That's the reality of the situation. So, you know, I was talking to this one girl who literally, I don't know, we talked to her an hour to maybe two hours that one took a long time and she sobbed the entire way through. She could barely talk to us.

She was crying the whole way through. And I said, we mentioned to you, we worked really hard or there were hundreds of people working many hours for many months, all working to free you. And she said, we're not free unless you can help me do something else when we're out of here. I won't be free because I have no other option. And so the situation for these ladies is extremely desperate.

They wouldn't have gone into this if it weren't their last option. Yeah, so well, we've got to go to a break. I know we've got many other stories as you guys spend another couple of days there. And so we're going to get into all that and some other things. Obviously, Christ is working to set them all free as well.

And you could hear that even from the beginning of the conversation. So we'll be right back with a lot more of this live from location in the Dominican report for Lantern Rescue. Lantern Rescue is a USA based organization that conducts international rescue operations for people suffering from human trafficking.
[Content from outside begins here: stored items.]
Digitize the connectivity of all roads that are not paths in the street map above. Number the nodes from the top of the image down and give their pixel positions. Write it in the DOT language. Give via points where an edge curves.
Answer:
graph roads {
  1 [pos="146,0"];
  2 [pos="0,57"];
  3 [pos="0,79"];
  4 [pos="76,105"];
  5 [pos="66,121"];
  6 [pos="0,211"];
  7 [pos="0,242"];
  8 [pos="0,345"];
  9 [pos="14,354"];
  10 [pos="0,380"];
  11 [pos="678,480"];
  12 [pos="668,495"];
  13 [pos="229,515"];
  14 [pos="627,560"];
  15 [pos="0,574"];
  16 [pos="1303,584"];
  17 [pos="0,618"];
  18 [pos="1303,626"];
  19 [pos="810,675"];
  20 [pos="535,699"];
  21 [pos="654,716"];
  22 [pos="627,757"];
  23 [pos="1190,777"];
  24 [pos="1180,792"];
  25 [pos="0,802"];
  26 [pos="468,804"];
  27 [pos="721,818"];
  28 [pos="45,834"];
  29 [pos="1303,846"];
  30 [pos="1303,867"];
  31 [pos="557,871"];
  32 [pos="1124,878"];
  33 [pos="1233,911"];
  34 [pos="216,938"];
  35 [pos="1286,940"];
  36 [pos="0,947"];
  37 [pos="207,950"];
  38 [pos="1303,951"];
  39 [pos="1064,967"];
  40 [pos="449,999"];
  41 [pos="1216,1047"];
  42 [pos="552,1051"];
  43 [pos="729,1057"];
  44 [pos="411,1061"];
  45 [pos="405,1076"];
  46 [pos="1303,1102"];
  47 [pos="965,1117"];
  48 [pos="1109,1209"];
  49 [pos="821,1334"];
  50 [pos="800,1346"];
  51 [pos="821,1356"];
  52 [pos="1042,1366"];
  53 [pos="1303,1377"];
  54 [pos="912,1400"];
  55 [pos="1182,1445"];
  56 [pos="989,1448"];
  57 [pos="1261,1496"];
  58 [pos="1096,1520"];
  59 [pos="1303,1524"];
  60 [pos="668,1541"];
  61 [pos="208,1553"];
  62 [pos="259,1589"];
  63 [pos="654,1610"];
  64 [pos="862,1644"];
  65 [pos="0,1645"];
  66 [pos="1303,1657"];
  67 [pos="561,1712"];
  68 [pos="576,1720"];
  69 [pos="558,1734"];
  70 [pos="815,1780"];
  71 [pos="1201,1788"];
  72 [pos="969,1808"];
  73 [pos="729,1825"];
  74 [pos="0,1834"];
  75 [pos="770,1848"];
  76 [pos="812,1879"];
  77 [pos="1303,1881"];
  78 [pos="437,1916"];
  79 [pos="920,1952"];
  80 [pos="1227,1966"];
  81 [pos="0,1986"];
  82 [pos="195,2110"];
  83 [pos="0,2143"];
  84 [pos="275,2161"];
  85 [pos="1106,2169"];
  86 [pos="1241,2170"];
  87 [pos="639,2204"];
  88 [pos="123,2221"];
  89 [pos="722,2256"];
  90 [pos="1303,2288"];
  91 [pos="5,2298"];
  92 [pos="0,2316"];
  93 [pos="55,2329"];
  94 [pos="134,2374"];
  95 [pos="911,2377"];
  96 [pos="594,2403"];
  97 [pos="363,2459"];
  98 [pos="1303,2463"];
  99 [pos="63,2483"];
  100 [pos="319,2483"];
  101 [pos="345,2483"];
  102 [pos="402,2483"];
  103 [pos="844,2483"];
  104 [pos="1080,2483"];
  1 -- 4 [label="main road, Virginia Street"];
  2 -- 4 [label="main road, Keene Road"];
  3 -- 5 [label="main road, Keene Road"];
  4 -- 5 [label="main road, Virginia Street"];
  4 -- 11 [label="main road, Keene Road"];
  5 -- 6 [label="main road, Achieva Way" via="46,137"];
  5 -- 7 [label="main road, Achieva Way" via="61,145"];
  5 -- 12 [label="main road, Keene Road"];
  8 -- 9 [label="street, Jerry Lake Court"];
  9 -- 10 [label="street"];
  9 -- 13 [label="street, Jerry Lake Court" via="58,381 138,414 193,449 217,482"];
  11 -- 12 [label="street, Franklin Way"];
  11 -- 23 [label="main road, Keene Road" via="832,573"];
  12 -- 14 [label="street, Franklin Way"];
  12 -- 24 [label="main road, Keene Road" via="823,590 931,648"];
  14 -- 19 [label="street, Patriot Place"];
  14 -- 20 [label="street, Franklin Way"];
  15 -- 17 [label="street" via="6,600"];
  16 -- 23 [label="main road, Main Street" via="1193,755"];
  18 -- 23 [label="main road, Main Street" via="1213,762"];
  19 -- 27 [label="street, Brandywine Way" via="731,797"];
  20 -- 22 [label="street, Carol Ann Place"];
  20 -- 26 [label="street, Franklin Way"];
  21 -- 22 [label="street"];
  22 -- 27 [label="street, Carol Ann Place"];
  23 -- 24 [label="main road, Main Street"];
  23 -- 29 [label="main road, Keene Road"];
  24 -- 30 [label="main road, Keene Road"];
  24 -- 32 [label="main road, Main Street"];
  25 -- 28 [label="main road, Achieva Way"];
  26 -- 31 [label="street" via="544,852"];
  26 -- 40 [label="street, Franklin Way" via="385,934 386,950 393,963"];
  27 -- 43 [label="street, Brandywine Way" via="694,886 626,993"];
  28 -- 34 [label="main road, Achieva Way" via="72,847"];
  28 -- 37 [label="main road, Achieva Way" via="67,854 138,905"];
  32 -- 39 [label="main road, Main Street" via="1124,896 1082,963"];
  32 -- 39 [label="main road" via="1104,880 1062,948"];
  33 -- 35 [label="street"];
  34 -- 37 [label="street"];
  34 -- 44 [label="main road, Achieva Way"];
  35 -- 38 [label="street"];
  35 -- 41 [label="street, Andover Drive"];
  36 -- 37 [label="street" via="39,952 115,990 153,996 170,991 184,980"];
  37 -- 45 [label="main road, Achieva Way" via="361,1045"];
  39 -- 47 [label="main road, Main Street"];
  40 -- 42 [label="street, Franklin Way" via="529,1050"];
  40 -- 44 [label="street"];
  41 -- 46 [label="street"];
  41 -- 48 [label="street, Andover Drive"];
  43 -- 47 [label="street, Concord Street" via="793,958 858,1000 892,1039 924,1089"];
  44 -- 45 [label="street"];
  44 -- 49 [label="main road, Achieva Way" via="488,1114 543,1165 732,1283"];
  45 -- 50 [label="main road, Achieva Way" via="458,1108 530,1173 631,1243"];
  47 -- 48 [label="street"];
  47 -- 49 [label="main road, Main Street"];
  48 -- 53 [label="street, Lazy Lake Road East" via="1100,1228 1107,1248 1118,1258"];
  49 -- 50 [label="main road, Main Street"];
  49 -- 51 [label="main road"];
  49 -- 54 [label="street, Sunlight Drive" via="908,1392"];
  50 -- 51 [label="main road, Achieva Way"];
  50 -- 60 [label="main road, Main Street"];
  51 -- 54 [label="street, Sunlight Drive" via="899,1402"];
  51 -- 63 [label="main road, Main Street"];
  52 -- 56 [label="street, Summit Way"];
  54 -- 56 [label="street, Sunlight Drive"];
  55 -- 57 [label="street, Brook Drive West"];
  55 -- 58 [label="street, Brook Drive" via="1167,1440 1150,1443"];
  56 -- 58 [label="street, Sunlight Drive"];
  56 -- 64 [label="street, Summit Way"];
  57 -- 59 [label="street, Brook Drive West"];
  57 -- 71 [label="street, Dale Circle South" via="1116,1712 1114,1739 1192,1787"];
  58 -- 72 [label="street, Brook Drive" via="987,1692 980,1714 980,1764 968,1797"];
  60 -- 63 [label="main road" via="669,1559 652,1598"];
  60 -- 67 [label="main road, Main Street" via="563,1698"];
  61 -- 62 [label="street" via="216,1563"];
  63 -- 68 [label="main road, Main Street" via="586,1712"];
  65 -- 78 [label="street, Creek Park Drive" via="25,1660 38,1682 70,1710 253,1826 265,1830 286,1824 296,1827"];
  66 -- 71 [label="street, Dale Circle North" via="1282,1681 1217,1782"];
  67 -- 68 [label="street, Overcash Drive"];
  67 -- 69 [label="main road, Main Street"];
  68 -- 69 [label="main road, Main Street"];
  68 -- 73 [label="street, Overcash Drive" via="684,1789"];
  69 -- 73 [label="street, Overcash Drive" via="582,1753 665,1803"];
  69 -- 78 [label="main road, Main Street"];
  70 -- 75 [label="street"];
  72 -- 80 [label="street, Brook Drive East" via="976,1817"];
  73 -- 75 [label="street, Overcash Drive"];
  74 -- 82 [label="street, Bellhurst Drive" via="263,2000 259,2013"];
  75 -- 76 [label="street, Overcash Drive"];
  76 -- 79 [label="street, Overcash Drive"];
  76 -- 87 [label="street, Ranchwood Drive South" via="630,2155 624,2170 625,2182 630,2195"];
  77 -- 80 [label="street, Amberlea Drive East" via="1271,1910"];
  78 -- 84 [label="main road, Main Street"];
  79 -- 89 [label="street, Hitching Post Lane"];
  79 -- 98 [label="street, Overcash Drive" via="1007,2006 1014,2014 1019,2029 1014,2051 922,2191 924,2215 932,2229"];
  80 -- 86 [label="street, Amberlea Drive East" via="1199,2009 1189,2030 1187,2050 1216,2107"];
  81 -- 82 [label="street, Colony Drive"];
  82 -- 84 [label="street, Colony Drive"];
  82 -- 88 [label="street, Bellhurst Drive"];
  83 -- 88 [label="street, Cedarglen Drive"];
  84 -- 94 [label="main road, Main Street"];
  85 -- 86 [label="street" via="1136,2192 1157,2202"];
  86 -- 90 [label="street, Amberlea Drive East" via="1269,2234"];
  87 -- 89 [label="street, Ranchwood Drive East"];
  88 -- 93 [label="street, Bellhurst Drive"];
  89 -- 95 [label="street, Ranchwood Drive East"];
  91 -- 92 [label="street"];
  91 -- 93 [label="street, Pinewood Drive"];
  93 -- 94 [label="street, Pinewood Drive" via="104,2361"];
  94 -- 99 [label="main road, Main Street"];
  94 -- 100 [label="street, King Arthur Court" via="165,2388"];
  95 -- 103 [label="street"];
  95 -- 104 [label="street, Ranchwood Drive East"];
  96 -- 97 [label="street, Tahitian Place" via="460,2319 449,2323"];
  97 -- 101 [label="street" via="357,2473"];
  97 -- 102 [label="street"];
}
Lantern specializes in sending former U.S. special operation law enforcement and intelligence personnel to partner with host nations and assist them in creating specialized units to combat ongoing security problems such as genocide, terrorism and human trafficking.

As a nonprofit charity, they offer services free of charge to their host nations. Human trafficking has grown into the second largest criminal activity in the world, reaching an estimated 150 billion dollars in annual activity. Lantern Rescue has developed rapidly to combat trafficking. Lantern operates through a trained international network in order to rescue women and children from sex and labor slavery and facilitates holistic aftercare services.

They're gearing up for operations right now, and you can go to to see how you can support them financially. The following program contains sensitive content. Listener discretion is advised. Welcome back to Lantern Rescue in today's kind of live on location report from this huge raid in the Dominican, which we praise God for all the prayers because we've been praying about this raid here for a number of months and that we would be able to get these horrible people, you know, and make a case against them that will stick is keeping these people off the streets is is huge for the security of all these girls, right?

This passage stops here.